Paula Radcliffe says she had no choice but to speak out after British parliamentary committee chairman Jesse Norman appeared to implicate her in the doping allegations engulfing athletics.
The three-time London Marathon winner felt compelled to emphatically deny cheating during her record-breaking career following comments made during a Culture, Media and Sport Select Committee hearing.
Members of British parliament have launched an investigation into allegations made by the Sunday Times and the German broadcaster ARD that hundreds of athletes had recorded suspicious blood test results which were not followed up by the International Association of Athletics Federations (IAAF), claims denied by the world governing body.
Norman appeared to raise suspicions about Radcliffe while questioning UK Anti-Doping chairman David Kenworthy.
Radcliffe said he “alluded” to past winners or medallists of the London Marathon and “in that period, aside from in the wheelchair race, it only could be me, so essentially he identified me”.
She told Sky News: “Then people had free rein because of the parliamentary privilege to go ahead and name me in the press.
“At that point I am not prepared to be blackmailed by the paper in question any more on this matter and I am going to go out and defend myself.
“I wanted to avoid it because I did not want my name to be on the front page of all the papers.
“I definitely do not want my children to print their mum’s name into Google and find that the first thing that comes up next to it is ’drugs cheat’ or ’doper’.
“It is not something I ever wanted to happen.
“I will not stand by and not defend myself when I am put in this situation.”
Radcliffe added: “If you are going to have a parliamentary hearing and raise certain questions, I really think it would have been normal for there to have been a representative of the IAAF – considering how they were attacked in the hearing – and myself there, to be able to defend yourself if you are going to be raising these questions.”
Earlier on Wednesday Norman suggested the press had misinterpreted his comments.
When asked if he had sought to implicate Radcliffe, he told Radio Four’s Today programme, he said: “I don’t think that’s actually true.
“Nothing could be further from the intention of the committee than to have named any athlete.
“In fact no names were given, no allegations were made, no specific athletes were described, no test results were mentioned.
“I have no doubt that many others who believe in the importance of eradicating doping from sport are massively supportive of the hearings.
“It’s absolutely right to raise the question of whether British athletes have been involved in some way, and what has happened is... the press pack, and it is a pack, it’s a herd of ungulates, has taken this single snippet and run off to Paula Radcliffe and attempted to bounce her into making some kind of statement.
“I think that’s very unfortunate.”
Norman had seemed to refer to a prominent British marathon runner on Tuesday.
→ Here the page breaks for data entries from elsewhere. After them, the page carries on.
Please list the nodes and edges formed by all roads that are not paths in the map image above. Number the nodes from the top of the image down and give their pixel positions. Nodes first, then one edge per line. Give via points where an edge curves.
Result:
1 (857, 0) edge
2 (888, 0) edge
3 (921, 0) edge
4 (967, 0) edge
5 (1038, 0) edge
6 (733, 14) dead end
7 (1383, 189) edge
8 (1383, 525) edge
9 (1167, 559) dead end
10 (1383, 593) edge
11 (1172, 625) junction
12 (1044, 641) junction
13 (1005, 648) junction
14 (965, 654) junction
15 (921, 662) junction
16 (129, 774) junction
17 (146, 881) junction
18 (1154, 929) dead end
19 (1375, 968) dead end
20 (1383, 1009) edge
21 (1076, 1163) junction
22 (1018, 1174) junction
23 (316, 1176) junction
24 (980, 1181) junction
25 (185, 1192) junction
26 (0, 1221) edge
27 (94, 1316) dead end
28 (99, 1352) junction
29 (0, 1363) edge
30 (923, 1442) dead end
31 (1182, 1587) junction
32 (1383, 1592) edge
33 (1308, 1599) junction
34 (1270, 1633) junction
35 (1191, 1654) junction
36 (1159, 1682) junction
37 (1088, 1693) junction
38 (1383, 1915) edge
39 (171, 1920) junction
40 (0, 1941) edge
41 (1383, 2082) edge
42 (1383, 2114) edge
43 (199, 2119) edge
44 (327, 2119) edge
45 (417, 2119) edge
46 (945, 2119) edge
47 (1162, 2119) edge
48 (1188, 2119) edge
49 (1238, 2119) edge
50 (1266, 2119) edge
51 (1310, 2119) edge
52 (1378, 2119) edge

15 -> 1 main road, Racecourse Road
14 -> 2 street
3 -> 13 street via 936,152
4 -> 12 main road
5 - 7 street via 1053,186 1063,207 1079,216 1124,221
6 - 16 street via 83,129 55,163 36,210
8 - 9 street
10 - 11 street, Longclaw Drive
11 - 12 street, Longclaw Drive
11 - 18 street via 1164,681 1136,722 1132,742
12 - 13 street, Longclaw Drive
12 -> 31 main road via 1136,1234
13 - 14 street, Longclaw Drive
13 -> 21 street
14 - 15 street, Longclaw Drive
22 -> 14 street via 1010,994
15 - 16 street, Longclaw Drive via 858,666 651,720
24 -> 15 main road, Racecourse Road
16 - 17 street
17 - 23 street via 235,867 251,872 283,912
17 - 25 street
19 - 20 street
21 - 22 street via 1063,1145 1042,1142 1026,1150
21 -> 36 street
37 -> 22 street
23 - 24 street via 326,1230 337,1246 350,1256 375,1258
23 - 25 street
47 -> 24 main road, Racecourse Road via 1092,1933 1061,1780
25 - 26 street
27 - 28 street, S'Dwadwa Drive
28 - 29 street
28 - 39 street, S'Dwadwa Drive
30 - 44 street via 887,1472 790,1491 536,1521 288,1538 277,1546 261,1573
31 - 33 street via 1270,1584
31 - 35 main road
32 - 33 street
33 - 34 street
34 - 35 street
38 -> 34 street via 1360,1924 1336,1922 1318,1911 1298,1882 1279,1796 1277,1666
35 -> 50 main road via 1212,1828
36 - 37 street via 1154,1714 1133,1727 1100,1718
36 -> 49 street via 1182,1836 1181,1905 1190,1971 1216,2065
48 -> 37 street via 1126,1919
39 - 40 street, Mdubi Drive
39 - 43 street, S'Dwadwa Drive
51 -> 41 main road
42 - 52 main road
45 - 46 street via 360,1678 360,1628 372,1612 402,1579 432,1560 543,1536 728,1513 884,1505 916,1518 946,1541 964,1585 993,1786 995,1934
He asked Kenworthy during the House of Commons hearing: “When you hear that the London Marathon, potentially the winners or medallists at the London Marathon, potentially British athletes are under suspicion for very high levels of blood doping.
“When you think of the effect that has on young people and the community nature of that event, what are your emotions about that, how do you feel about that?”
Radcliffe reacted by saying: “I categorically deny that I have resorted to cheating in any form whatsoever at any time in my career, and am devastated that my name has even been linked to these wide-ranging accusations.
“These accusations threaten to undermine all I have stood and competed for, as well as my hard-earned reputation.
“By linking me to allegations of cheating, damage done to my name and reputation can never be fully repaired, no matter how untrue I know them to be.”
Radcliffe also claims her blood results were reviewed following the Sunday Times articles by the World Anti-Doping Agency, which found no evidence of any impropriety.